When he was finished, he handed the jet back to the silver man and slapped his shoulder. “Thanks a million, Mewhu.”

“Jeek,” said Mewhu, and reached for Jack’s neck. One of his thumbs lay on Jack’s collarbone, the other on his back, over the scapula. Mewhu squeezed twice, firmly.

“That the way you shake hands back home?” smiled Jack. He thought it likely. Any civilized race was likely to have a manual greeting. The handshake had evolved from a raised palm, indicating that the saluter was unarmed. It was quite possible that this was an extension, in a slightly different direction, of the same sign. It would indeed be an indication of friendliness to have two individuals present their throats to each other.

With three deft motions, Mewhu slipped the tiny jet back into its casing and, holding the rod with one hand, stepped off the roof, letting himself be lowered in that amazing thistledown fashion to the ground. Once there, he tossed the rod back. Jack was startled to see it hurtle upward like any earthly object. He grabbed it and missed. It reached the top of its arc, and as soon as it started down again the jets cut in, and it sank easily to him. He put it on and floated down to join Mewhu.

The silver man followed Jack to the garage, where he kept a few pieces of milled lumber. He selected some one-inch pine boards and dragged them out into the middle of the floor, to measure them and mark them off to the size he wanted to knock together a simple trap door covering for the useless stair well, a process which Mewhu watched with great interest.

Jack took up the flying belt and tried to open the streamlined shell to remove the cutter. It absolutely defied him. He pressed, twisted, wrenched, and pulled. All it did was to hiss gently when he moved it toward the floor.

“Eek, Jeek,” said Mewhu. He took the jet from Jack and pressed it. Jack watched closely, then he grinned and took the cutter.

He swiftly cut the lumber up with it, sneering gayly at the ripsaw which hung on the wall. Then he put the whole trap together with a Z-brace, trimmed off the few rough corners, and stood back to admire it. He realized instantly that it was too heavy to carry by himself, let alone lift it to the roof. If Mewhu had two good hands, now—He scratched his head.

“Carry it on the flyin’ belt, Daddy.”

“Molly! What made you think of that?”

“Mewhu tol’ … I mean, I sort of—”

“Let’s get this straight once and for all. How does Mewhu talk to you?”

“I dunno, Daddy. It’s sort of like I remembered something he said, but not the … the words he said. I jus’ … jus’ …” she faltered, and then said vehemently, “I don’t
know
, Daddy. Truly I don’t.”

“What’d he say this time?”

She looked at Mewhu. Again Jack noticed the peculiar swelling of Mewhu’s silver mustache. She said, “Put the door you jus’ made on the flyin’ belt and lift it. The flyin’ belt’ll make it fall slow, and you can push it along while … it’s … fallin’.”
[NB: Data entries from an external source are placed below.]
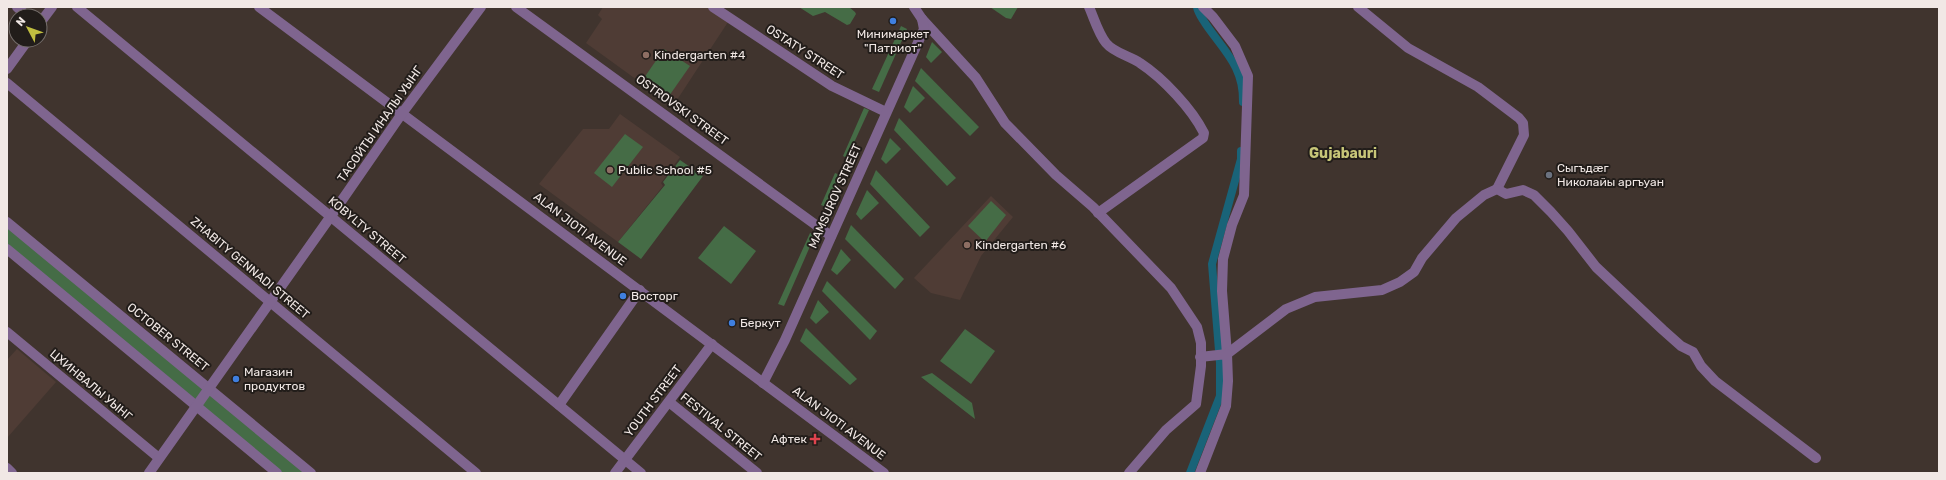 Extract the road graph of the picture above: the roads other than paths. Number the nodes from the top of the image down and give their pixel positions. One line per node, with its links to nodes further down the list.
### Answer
1 (77, 7): 18 (street, KOBYLTY STREET)
2 (259, 7): 14 (street, ALAN JIOTI AVENUE)
3 (481, 7): 14 (street, ТАСОЙТЫ ИНАЛЫ УЫНГ)
4 (516, 7): 20 (street, OSTROVSKI STREET)
5 (713, 7): 15 (street, OSTATY STREET)
6 (914, 7): 10 (street)
7 (1089, 7): 17 (street)
8 (1203, 7): 26 (street)
9 (1358, 7): 16 (street)
10 (922, 19): 15 (street, MAMSUROV STREET); 17 (street)
11 (22, 48): 12 (street)
12 (7, 68)
13 (7, 83): 23 (street, ZHABITY GENNADI STREET)
14 (402, 112): 18 (street, ТАСОЙТЫ ИНАЛЫ УЫНГ); 22 (street, ALAN JIOTI AVENUE)
15 (886, 112): 20 (street, MAMSUROV STREET)
16 (1497, 189): 26 (street); 34 (street)
17 (1098, 213): 27 (street)
18 (331, 216): 23 (street, ТАСОЙТЫ ИНАЛЫ УЫНГ); 31 (street, KOBYLTY STREET)
19 (7, 222): 29 (street, OCTOBER STREET)
20 (831, 236): 28 (street, MAMSUROV STREET)
21 (7, 249): 32 (street)
22 (640, 290): 25 (street, ALAN JIOTI AVENUE); 31 (street)
23 (270, 301): 29 (street, ТАСОЙТЫ ИНАЛЫ УЫНГ); 41 (street, ZHABITY GENNADI STREET)
24 (7, 332): 33 (street, ЦХИНВАЛЫ УЫНГ)
25 (712, 344): 28 (street, ALAN JIOTI AVENUE); 30 (street, YOUTH STREET)
26 (1225, 354): 27 (street); 47 (street)
27 (1203, 357): 46 (street)
28 (763, 383): 45 (street, ALAN JIOTI AVENUE)
29 (209, 388): 32 (street, ТАСОЙТЫ ИНАЛЫ УЫНГ); 40 (street, OCTOBER STREET)
30 (669, 402): 35 (street, YOUTH STREET); 44 (street, FESTIVAL STREET)
31 (559, 405): 35 (street, KOBYLTY STREET)
32 (196, 406): 33 (street, ТАСОЙТЫ ИНАЛЫ УЫНГ); 39 (street)
33 (159, 458): 38 (street, ТАСОЙТЫ ИНАЛЫ УЫНГ)
34 (1816, 458)
35 (625, 460): 42 (street, YOUTH STREET); 43 (street, KOBYLTY STREET)
36 (7, 468): 37 (street)
37 (12, 473)
38 (149, 473)
39 (277, 473)
40 (311, 473)
41 (476, 473)
42 (615, 473)
43 (641, 473)
44 (757, 473)
45 (884, 473)
46 (1129, 473)
47 (1200, 473)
Jack looked at the door, at the jet device, and got the idea. When he had slipped the jet rod under the door, Mewhu gave him a lift. Up it came; and then Mewhu, steadying it, towed it well outside the garage before it finally sank to the ground. Another lift, another easy tow, and they covered thirty more feet. In this manner they covered the distance to the house, with Molly skipping and laughing behind, pleading for a ride and praising the grinning Mewhu.

At the house, Jack said, “Well, Einstein Junior, how do we get it up on the roof?”

Mewhu picked up Molly’s yo-yo and began to operate it deftly. Doing so, he walked around the corner of the house.